Scaling the hardware

When the process requests more physical memory than what is currently available on your system, the system kernel may decide to copy some memory pages to the configured swap device. When some process tries to access the memory page that was already moved to the swap device, it will be copied back to RAM. This process is called swapping. This kind of memory management is common in today's operating systems, and the notion about it is important because most default system configurations use hard disk drives as their swap devices. And hard disks, even SSDs, are extremely slow compared to RAM.

Swapping in general is not a bad occurrence. Some systems may use swap devices for less accessed memory pages, even if there is a lot of free memory available, just to save resources in advance. But if memory pressure is very high and all processes really request and start to use more memory than is available, performance will drop drastically. In such situations, the system kernel might start swapping same memory pages back and forth, and will spend most of its time constantly writing and reading from disk. From a user's point of view, the system is considered dead at this stage. So, if your application is memory-intensive, it is extremely important to scale the hardware to prevent this.

While having enough memory on a system is important, it is also important to make sure that the applications are not acting crazy and eating too much memory. For instance, if a program works on big video files that can weigh in at several hundreds of megabytes, it should not load them entirely in memory, but rather work on chunks or use disk streams.

Note that scaling up the hardware (vertical scaling) has some obvious limitations. You cannot fit an infinite amount of hardware into a single server rack. Also, highly efficient hardware is extremely expensive (law of diminishing returns), so there is also an economical bound for this approach. From this point of view, it is always better to have a system that can be scaled out by adding new computation nodes, or workers (horizontal scaling). This allows you to scale out your service with commodity software that has the best performance/price ratio.
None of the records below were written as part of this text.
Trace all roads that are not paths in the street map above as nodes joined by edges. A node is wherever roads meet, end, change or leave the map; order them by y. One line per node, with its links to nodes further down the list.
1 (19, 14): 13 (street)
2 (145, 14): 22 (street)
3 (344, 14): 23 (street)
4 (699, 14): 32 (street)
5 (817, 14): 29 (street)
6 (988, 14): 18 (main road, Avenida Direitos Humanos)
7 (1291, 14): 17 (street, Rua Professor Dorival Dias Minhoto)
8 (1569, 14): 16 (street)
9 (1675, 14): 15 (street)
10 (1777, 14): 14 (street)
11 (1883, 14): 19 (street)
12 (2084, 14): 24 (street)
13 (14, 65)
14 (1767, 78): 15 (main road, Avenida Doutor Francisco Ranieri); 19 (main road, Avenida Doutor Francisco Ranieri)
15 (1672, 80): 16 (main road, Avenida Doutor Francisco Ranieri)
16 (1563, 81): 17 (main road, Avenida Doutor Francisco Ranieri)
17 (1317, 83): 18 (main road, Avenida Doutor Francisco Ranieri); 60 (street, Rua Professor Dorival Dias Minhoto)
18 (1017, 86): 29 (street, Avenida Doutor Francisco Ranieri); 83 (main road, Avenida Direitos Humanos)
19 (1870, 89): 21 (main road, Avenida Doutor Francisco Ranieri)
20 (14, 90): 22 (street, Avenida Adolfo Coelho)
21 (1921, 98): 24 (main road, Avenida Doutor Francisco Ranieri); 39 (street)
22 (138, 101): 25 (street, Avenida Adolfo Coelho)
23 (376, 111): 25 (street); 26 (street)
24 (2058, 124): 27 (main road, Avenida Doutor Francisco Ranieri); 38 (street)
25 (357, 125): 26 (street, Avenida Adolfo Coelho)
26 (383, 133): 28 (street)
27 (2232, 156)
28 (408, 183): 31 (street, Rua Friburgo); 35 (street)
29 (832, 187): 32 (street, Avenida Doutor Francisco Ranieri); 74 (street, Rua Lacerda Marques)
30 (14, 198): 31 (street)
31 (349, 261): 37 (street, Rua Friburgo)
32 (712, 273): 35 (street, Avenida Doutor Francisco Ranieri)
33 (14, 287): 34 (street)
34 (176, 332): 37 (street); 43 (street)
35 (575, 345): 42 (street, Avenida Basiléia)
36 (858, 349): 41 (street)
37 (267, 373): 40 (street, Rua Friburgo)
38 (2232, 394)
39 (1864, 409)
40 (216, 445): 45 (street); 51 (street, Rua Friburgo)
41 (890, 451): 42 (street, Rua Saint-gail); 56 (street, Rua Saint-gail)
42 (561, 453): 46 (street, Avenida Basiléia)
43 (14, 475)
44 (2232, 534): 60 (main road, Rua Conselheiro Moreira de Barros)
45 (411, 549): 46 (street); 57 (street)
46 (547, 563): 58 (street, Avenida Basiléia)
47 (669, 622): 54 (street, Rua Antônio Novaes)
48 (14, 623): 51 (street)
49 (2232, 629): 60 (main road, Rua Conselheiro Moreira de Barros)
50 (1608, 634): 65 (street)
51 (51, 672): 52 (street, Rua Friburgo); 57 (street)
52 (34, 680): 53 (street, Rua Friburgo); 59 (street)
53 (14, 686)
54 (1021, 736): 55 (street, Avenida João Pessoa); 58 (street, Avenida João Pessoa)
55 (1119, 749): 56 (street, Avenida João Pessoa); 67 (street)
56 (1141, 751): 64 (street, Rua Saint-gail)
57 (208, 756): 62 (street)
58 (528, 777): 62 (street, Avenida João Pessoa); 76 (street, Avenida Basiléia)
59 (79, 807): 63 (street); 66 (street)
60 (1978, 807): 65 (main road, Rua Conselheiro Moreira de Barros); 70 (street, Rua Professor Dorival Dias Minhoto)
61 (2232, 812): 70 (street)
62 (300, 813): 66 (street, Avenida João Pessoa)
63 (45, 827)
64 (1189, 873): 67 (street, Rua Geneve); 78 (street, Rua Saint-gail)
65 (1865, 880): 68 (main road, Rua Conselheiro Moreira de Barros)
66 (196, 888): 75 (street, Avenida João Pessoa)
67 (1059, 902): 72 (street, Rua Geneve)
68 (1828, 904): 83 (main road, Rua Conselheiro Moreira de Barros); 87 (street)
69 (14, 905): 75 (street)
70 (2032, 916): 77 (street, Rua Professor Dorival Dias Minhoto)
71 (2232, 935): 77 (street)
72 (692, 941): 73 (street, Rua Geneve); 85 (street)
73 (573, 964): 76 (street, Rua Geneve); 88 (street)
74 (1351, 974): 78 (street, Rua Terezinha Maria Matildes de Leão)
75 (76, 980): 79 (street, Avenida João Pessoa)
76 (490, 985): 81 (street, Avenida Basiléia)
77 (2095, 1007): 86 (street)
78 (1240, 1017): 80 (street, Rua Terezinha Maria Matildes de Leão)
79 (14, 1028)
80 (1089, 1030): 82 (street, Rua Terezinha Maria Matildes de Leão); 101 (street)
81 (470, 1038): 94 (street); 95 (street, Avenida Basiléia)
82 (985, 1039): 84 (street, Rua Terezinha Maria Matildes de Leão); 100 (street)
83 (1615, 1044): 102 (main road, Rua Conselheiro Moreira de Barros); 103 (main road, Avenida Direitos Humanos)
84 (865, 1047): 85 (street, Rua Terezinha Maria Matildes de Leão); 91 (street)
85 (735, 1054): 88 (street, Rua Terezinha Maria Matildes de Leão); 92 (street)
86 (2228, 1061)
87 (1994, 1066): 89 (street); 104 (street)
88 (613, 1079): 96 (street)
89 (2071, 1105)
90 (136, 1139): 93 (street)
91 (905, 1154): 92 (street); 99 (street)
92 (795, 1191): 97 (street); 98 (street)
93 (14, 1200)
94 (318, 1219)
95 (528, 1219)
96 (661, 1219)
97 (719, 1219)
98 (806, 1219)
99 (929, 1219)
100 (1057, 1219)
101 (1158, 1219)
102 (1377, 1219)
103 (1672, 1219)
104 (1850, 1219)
Unfortunately, designing and maintaining highly scalable distributed systems is both hard and expensive. If your system cannot be easily scaled horizontally or it is faster and cheaper to scale vertically, it may be better to scale it vertically instead of wasting time and resources on a total redesign of your system architecture. Remember that hardware invariably tends to be faster and cheaper with time. Many products stay in this sweet spot where their scaling needs to align with the trend of raising hardware performance (for the same price).